= Beginning of Section =
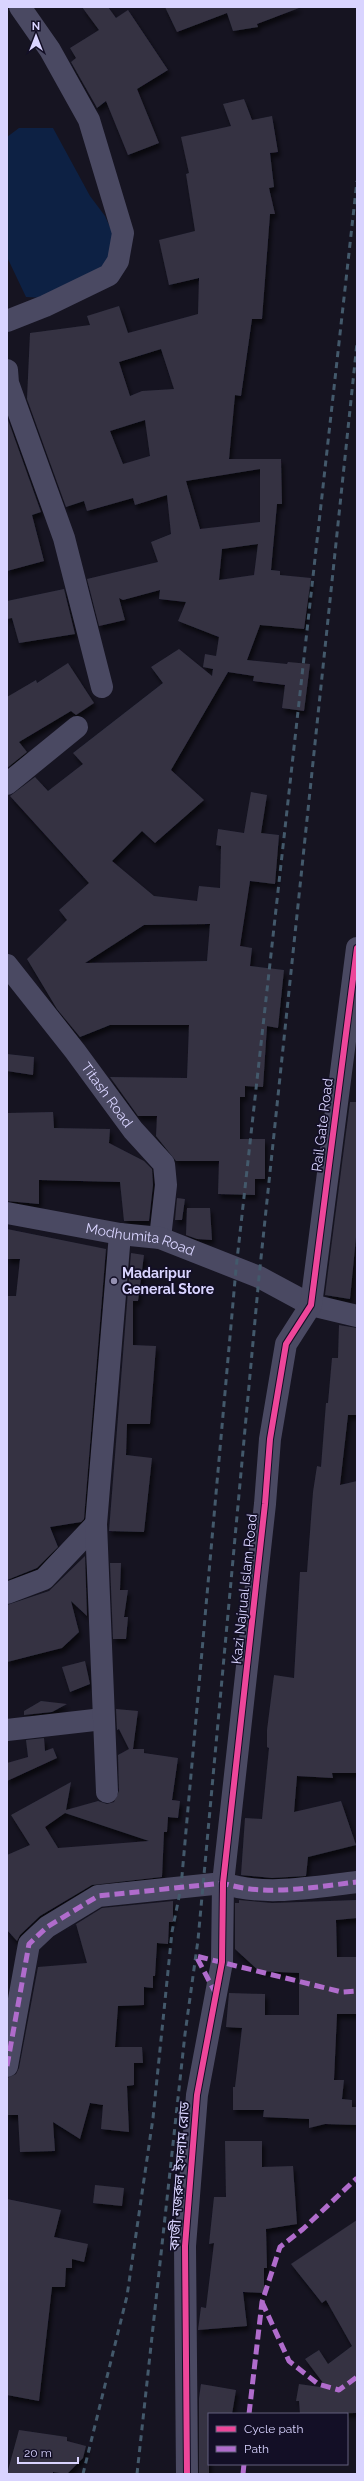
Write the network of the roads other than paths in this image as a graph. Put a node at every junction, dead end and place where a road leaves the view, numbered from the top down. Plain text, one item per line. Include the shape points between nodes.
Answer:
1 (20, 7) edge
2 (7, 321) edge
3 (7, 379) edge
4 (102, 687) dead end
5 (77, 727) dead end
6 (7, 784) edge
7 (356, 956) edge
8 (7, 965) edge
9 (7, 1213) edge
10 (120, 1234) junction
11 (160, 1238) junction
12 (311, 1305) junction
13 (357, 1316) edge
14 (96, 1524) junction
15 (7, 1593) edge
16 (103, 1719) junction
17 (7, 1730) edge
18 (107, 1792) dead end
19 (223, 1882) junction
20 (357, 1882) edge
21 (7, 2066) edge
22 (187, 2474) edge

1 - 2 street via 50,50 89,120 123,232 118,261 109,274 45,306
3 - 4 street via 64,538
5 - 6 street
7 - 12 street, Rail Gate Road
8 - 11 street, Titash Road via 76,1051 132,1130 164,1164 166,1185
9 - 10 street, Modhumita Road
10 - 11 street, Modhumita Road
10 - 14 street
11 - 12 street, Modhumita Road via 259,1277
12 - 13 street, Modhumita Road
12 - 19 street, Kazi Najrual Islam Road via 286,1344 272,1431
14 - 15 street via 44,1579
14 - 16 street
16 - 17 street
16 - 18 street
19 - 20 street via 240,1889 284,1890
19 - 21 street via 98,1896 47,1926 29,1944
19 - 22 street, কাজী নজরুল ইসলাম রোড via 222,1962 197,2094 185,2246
= End of Section =
= Beginning of Section =
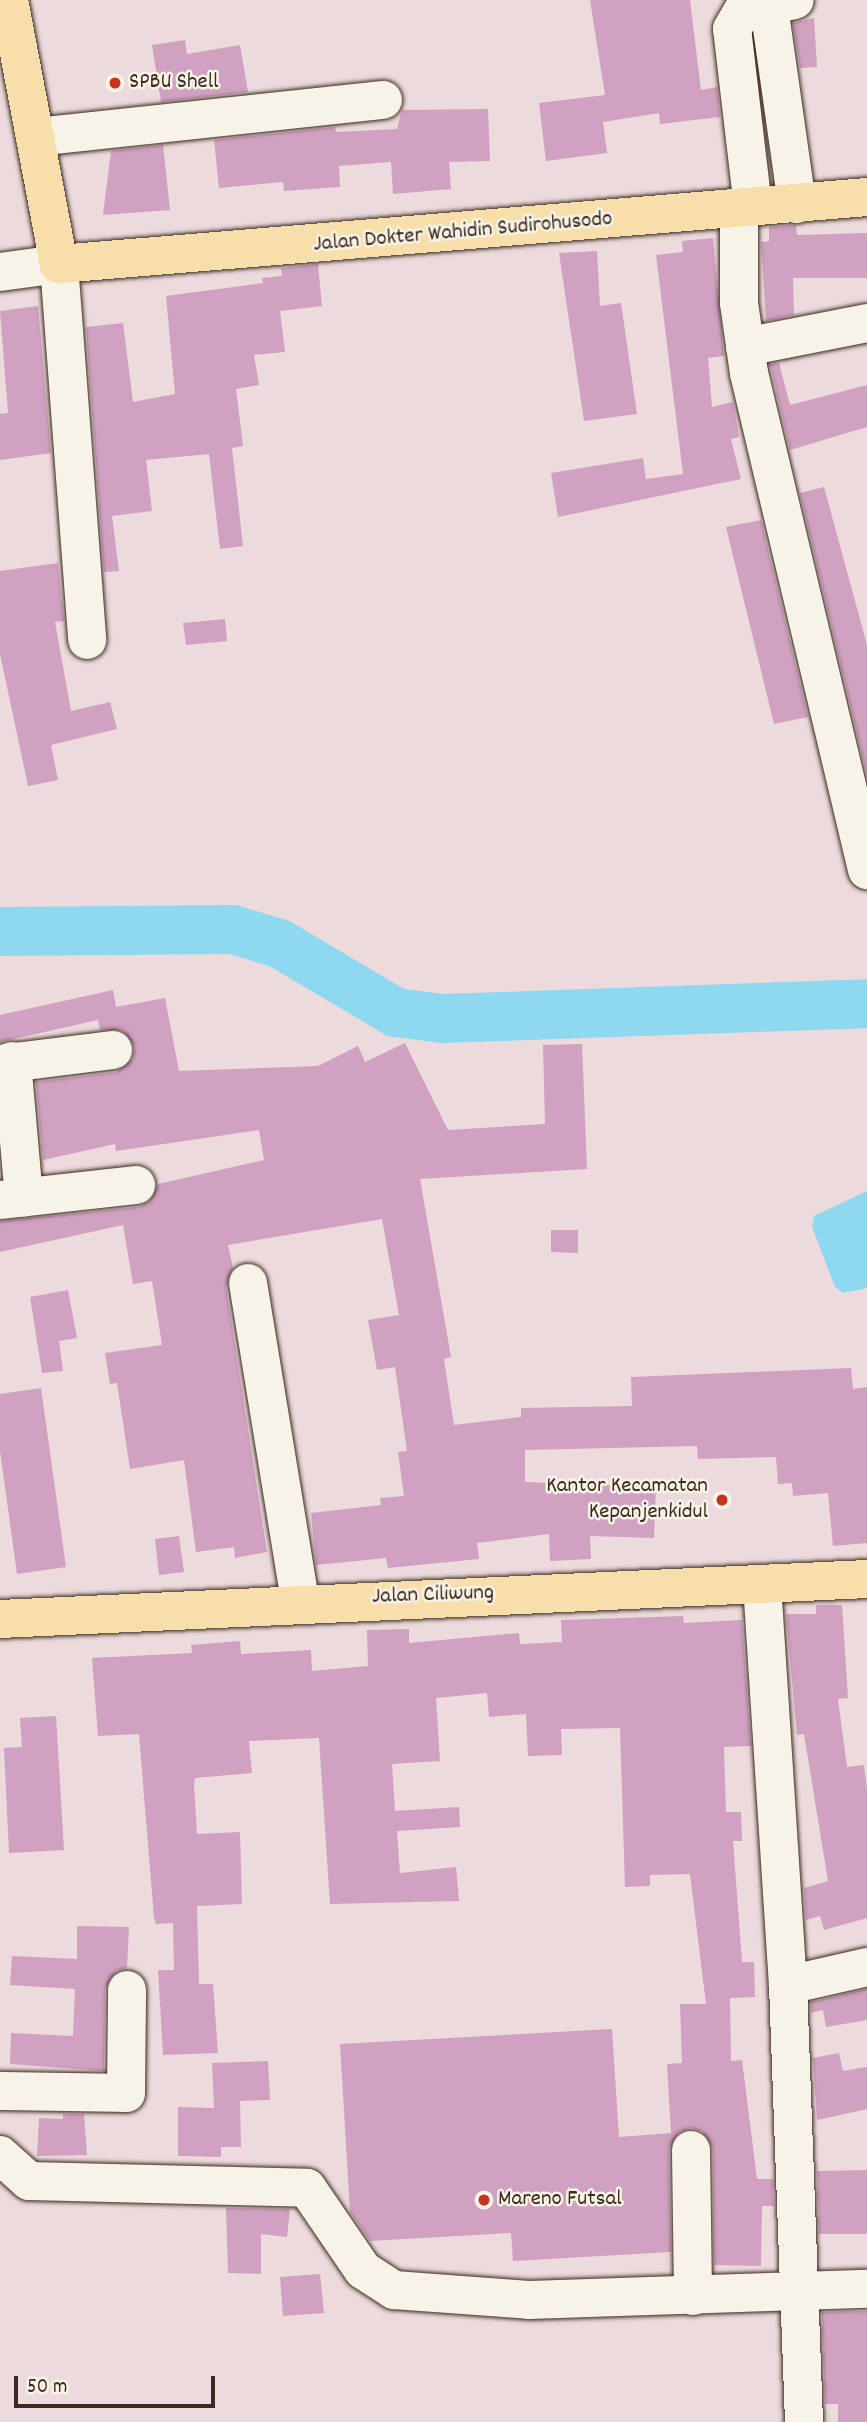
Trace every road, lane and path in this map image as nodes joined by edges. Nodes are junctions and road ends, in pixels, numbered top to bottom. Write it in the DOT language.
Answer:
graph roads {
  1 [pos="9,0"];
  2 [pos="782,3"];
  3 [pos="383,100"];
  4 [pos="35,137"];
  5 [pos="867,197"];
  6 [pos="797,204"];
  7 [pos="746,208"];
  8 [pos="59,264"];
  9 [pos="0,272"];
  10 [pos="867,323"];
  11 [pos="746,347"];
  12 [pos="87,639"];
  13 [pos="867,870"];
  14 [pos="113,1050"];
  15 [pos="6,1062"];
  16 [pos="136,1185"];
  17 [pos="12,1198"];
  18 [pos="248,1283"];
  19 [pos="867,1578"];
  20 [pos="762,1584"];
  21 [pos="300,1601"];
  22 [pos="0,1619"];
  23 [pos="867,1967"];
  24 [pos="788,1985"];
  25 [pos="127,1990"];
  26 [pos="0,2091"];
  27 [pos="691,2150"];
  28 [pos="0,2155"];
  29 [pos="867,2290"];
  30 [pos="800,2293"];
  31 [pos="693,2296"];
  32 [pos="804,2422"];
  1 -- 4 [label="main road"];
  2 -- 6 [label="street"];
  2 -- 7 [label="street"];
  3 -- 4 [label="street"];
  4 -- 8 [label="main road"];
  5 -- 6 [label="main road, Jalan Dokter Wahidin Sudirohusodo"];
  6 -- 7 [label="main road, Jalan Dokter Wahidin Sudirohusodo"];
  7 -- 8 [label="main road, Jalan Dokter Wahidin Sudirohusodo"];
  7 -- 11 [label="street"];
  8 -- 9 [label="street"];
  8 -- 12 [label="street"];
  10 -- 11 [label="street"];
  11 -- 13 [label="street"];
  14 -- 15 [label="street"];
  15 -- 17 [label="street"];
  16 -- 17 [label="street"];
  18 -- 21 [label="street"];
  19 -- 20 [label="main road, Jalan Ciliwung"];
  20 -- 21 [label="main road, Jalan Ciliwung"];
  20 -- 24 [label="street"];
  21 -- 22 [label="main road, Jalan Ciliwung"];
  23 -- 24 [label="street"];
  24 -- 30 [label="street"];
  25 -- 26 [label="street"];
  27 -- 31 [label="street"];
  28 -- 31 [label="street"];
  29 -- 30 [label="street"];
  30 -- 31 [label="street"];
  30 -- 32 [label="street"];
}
= End of Section =
= Beginning of Section =
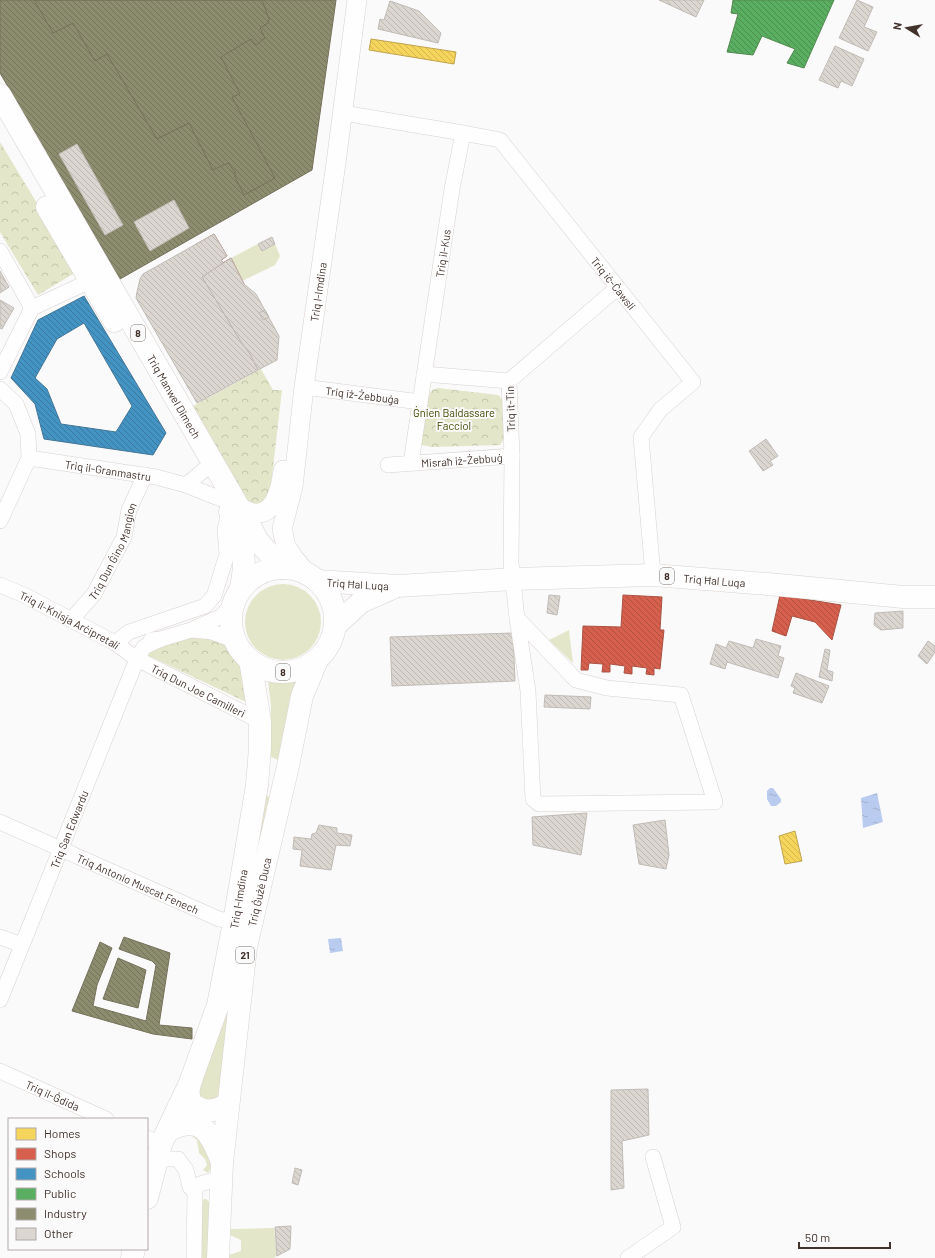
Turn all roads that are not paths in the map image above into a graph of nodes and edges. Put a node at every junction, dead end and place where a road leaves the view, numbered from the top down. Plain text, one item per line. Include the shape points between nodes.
= End of Section =
*Problem requirements*. Please report every line of the records above that contains the word "text".

*Written solution*.
Write the network of the roads other than paths in this image as a graph. Put a node at every junction, dead end and place where a road leaves the view, numbered from the top down. Plain text, one item per line. Include the shape points between nodes.
Turn all roads that are not paths in the map image above into a graph of nodes and edges. Put a node at every junction, dead end and place where a road leaves the view, numbered from the top down. Plain text, one item per line. Include the shape points between nodes.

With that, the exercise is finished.